REQUIRED ACTION ->
Print the records below exactly as they appear.

Top of DATA

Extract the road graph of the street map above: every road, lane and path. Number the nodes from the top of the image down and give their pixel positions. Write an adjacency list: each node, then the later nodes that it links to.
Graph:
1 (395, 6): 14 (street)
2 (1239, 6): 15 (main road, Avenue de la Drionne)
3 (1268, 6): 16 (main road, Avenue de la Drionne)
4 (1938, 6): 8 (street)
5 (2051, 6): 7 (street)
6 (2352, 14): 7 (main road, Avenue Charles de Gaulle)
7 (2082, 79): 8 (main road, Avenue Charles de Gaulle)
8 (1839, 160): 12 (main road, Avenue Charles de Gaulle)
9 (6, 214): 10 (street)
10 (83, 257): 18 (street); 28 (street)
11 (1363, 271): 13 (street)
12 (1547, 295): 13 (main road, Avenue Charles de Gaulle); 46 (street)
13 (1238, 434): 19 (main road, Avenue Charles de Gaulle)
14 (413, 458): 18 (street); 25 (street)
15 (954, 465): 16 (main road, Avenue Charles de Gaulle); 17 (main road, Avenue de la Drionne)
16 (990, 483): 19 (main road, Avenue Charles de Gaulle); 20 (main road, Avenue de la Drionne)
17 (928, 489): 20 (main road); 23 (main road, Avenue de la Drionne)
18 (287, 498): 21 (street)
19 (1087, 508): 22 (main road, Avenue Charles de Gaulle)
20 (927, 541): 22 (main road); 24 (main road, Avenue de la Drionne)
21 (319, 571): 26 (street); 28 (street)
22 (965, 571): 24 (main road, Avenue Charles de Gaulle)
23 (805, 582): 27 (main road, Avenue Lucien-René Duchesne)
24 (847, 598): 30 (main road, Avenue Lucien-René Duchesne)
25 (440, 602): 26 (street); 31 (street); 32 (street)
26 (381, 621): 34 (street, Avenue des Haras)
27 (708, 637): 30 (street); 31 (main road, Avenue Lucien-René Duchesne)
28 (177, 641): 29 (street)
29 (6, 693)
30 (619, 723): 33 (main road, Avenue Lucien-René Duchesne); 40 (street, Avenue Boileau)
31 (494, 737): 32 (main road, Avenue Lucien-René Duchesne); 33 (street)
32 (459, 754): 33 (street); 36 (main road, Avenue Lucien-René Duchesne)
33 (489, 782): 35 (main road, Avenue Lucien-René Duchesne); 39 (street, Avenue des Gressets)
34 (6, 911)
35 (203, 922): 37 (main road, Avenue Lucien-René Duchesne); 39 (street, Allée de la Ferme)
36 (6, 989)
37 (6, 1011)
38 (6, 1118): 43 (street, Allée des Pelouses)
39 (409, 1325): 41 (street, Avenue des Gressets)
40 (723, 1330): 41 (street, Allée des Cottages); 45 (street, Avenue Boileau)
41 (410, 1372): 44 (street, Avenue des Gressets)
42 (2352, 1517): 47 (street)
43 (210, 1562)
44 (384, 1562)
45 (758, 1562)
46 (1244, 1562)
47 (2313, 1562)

Bottom of DATA

ANSWER ->
Extract the road graph of the street map above: every road, lane and path. Number the nodes from the top of the image down and give their pixel positions. Write an adjacency list: each node, then the later nodes that it links to.
Graph:
1 (395, 6): 14 (street)
2 (1239, 6): 15 (main road, Avenue de la Drionne)
3 (1268, 6): 16 (main road, Avenue de la Drionne)
4 (1938, 6): 8 (street)
5 (2051, 6): 7 (street)
6 (2352, 14): 7 (main road, Avenue Charles de Gaulle)
7 (2082, 79): 8 (main road, Avenue Charles de Gaulle)
8 (1839, 160): 12 (main road, Avenue Charles de Gaulle)
9 (6, 214): 10 (street)
10 (83, 257): 18 (street); 28 (street)
11 (1363, 271): 13 (street)
12 (1547, 295): 13 (main road, Avenue Charles de Gaulle); 46 (street)
13 (1238, 434): 19 (main road, Avenue Charles de Gaulle)
14 (413, 458): 18 (street); 25 (street)
15 (954, 465): 16 (main road, Avenue Charles de Gaulle); 17 (main road, Avenue de la Drionne)
16 (990, 483): 19 (main road, Avenue Charles de Gaulle); 20 (main road, Avenue de la Drionne)
17 (928, 489): 20 (main road); 23 (main road, Avenue de la Drionne)
18 (287, 498): 21 (street)
19 (1087, 508): 22 (main road, Avenue Charles de Gaulle)
20 (927, 541): 22 (main road); 24 (main road, Avenue de la Drionne)
21 (319, 571): 26 (street); 28 (street)
22 (965, 571): 24 (main road, Avenue Charles de Gaulle)
23 (805, 582): 27 (main road, Avenue Lucien-René Duchesne)
24 (847, 598): 30 (main road, Avenue Lucien-René Duchesne)
25 (440, 602): 26 (street); 31 (street); 32 (street)
26 (381, 621): 34 (street, Avenue des Haras)
27 (708, 637): 30 (street); 31 (main road, Avenue Lucien-René Duchesne)
28 (177, 641): 29 (street)
29 (6, 693)
30 (619, 723): 33 (main road, Avenue Lucien-René Duchesne); 40 (street, Avenue Boileau)
31 (494, 737): 32 (main road, Avenue Lucien-René Duchesne); 33 (street)
32 (459, 754): 33 (street); 36 (main road, Avenue Lucien-René Duchesne)
33 (489, 782): 35 (main road, Avenue Lucien-René Duchesne); 39 (street, Avenue des Gressets)
34 (6, 911)
35 (203, 922): 37 (main road, Avenue Lucien-René Duchesne); 39 (street, Allée de la Ferme)
36 (6, 989)
37 (6, 1011)
38 (6, 1118): 43 (street, Allée des Pelouses)
39 (409, 1325): 41 (street, Avenue des Gressets)
40 (723, 1330): 41 (street, Allée des Cottages); 45 (street, Avenue Boileau)
41 (410, 1372): 44 (street, Avenue des Gressets)
42 (2352, 1517): 47 (street)
43 (210, 1562)
44 (384, 1562)
45 (758, 1562)
46 (1244, 1562)
47 (2313, 1562)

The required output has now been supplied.